Q.  If I choose to visit a non-network dentist, will I spend more out-of-pocket?

A.   Possibly.  That's because when you or family member sees a non-network dentist, your non-network service charges will be paid for only up to the maximum fee level established with our contracted network dentists.  Therefore, any amount above the maximum fee level is your responsibility.

 

Q. Why did my insurance pay less than expected?

A. There are several reasons that one may receive reimbursement less than expected:

  1. The insurance company may base payment on "average" fees or a "table of allowances", and this list may be out of date or not from your area.
  2. Your company may have a limited provider list and your dentist may not be on it.
  3. Your policy may pay for only the least expensive treatment. This may not be the treatment you and your dentist have selected as best for you.
  4. Some types of treatment are often covered at lower percentage. An example might be crowns ("caps") at 50% coverage and fillings at 70%.

Q. Did my insurance substitute a less costly procedure than was billed?

A.  Cost vs. Care, some plans have not kept pace with advances in dentistry, so you may find certain common procedures (crowns and core Build up) excluded or severely limited. Also, a plan may allow the insurance company to substitute a cheaper service that, in the carrier's opinion, is professionally adequate.  One must look at what the standard of care is:  in the USA and Europe silver mercury fillings have become not the current standard of care.  White resin fillings or better yet the Ceramic bonded restorations are even better.
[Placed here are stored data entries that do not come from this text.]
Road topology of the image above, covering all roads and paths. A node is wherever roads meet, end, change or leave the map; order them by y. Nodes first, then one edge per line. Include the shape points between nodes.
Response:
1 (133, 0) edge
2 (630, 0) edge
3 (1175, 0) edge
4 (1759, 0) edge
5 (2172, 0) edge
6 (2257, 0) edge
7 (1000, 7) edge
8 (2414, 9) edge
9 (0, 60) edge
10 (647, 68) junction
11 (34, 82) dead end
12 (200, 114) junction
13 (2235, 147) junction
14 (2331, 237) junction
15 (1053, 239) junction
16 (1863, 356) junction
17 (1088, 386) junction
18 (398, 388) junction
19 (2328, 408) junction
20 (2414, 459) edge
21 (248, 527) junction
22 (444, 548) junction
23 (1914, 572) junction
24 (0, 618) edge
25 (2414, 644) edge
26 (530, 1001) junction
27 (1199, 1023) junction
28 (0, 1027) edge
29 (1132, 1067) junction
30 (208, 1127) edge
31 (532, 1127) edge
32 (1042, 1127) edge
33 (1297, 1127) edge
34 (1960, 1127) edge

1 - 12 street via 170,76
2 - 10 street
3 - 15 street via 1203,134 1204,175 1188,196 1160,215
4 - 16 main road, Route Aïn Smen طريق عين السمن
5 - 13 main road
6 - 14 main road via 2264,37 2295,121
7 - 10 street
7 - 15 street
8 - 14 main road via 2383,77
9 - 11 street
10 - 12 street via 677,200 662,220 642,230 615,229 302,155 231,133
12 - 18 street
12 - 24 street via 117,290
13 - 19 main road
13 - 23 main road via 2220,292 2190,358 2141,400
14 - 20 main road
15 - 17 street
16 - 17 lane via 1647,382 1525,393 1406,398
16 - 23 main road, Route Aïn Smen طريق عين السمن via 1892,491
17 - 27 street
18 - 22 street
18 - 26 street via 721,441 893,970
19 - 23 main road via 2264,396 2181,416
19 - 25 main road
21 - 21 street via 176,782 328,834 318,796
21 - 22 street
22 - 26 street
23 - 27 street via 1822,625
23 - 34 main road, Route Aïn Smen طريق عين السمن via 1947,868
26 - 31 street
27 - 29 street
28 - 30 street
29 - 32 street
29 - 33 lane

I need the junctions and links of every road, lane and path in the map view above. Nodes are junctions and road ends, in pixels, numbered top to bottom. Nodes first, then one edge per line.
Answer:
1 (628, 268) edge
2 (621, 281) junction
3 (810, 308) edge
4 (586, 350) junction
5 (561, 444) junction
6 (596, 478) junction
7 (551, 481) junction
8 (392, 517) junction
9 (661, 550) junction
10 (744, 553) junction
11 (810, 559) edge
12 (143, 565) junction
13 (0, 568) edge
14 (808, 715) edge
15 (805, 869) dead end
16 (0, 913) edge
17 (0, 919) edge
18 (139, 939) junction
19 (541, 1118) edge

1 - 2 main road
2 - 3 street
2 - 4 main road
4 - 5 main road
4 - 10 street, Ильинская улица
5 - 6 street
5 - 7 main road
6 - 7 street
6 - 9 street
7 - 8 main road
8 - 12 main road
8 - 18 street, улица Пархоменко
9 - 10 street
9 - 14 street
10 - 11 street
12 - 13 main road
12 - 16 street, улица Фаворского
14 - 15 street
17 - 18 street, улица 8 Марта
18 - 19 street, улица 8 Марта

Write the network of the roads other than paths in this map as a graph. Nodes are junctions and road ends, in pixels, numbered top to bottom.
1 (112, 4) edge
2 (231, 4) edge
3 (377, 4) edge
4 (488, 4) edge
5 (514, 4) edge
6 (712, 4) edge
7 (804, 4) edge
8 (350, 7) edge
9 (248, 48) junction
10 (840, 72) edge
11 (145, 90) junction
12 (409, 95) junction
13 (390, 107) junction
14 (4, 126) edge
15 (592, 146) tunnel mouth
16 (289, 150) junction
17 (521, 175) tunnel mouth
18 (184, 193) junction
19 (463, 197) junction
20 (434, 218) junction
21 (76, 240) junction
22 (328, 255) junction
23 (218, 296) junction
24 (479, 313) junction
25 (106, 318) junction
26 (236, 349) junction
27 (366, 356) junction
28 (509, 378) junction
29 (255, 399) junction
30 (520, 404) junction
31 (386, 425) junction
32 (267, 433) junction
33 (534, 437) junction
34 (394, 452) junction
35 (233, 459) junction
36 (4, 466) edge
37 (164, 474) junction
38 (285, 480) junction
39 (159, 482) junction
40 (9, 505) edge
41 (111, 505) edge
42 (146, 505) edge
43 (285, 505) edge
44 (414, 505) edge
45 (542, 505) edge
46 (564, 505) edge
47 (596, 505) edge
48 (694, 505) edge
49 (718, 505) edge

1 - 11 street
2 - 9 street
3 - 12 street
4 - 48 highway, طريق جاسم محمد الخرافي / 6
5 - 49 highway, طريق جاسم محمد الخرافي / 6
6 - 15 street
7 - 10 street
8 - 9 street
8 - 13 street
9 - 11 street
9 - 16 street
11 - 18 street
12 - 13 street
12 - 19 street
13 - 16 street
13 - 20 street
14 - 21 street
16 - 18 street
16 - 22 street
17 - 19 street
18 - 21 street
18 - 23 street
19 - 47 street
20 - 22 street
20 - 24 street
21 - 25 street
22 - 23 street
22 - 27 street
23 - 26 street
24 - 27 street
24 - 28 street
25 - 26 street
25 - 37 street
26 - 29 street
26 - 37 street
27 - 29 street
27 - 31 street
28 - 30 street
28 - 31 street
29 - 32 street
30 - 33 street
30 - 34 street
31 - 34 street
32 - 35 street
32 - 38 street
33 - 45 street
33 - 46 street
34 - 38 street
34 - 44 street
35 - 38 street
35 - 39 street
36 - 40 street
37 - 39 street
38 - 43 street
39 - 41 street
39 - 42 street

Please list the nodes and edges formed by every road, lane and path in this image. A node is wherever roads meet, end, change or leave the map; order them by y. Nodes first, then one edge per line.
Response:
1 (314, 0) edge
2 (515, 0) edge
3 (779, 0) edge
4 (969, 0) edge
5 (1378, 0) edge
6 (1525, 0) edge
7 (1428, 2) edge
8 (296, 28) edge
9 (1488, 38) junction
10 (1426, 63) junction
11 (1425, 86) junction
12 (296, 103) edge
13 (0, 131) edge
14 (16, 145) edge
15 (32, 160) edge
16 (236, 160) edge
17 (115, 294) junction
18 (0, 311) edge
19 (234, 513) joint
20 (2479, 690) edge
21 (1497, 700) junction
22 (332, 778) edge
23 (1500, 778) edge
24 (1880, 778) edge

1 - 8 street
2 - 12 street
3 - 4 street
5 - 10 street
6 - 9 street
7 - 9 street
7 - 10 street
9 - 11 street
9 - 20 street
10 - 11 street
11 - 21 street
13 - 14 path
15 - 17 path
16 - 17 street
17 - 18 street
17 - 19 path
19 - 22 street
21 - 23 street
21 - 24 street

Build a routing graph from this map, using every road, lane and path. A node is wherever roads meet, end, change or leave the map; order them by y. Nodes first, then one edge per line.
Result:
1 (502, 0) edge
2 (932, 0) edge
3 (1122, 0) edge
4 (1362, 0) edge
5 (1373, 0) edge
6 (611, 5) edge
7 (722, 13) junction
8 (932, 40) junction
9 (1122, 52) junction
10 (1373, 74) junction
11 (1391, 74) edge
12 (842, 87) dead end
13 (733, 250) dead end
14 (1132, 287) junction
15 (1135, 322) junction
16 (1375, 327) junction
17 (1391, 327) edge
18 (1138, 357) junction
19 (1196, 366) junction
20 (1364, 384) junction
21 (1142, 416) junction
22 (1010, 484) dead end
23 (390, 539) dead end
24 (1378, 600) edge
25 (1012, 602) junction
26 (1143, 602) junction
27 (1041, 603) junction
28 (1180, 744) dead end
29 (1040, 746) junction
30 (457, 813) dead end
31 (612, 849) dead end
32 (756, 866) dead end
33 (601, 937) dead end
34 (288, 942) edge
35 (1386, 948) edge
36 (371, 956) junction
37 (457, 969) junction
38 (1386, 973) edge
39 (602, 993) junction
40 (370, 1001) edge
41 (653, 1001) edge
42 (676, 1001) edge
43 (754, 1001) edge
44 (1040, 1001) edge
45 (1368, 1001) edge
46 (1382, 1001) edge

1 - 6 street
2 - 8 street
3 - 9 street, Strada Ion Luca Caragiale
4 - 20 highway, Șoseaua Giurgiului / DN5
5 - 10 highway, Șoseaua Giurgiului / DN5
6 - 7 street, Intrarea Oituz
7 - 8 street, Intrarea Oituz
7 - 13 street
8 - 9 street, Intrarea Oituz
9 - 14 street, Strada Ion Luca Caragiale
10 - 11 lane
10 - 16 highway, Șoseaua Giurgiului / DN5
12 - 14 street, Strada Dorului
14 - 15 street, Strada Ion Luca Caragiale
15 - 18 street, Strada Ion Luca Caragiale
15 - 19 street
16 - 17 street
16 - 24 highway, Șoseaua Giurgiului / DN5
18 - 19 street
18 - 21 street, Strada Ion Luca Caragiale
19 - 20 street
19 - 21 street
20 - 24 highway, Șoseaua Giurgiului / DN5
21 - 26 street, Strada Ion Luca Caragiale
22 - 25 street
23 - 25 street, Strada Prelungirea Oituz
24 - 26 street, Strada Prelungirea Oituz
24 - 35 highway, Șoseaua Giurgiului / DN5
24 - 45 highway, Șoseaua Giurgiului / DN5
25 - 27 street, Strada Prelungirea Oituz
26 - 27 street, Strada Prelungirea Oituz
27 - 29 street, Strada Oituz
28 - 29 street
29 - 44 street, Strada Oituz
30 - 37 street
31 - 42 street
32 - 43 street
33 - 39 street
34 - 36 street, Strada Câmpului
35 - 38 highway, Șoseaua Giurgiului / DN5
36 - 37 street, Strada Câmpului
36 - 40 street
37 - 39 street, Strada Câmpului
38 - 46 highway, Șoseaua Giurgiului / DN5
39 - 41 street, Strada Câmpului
Remember it is the dental professionals that will recommend the best treatment plans with alternatives, not your dental insurance company. 

Your responsibility...

Patients have the authority and responsibility to help us collecting their insurance benefits.  It is your responsibility to make sure the insurance payments are received in a reasonable amount of time, we usually allow 30 days from the date of service/billing for your insurance to pay.  If they do not we request you become involved in requesting payment.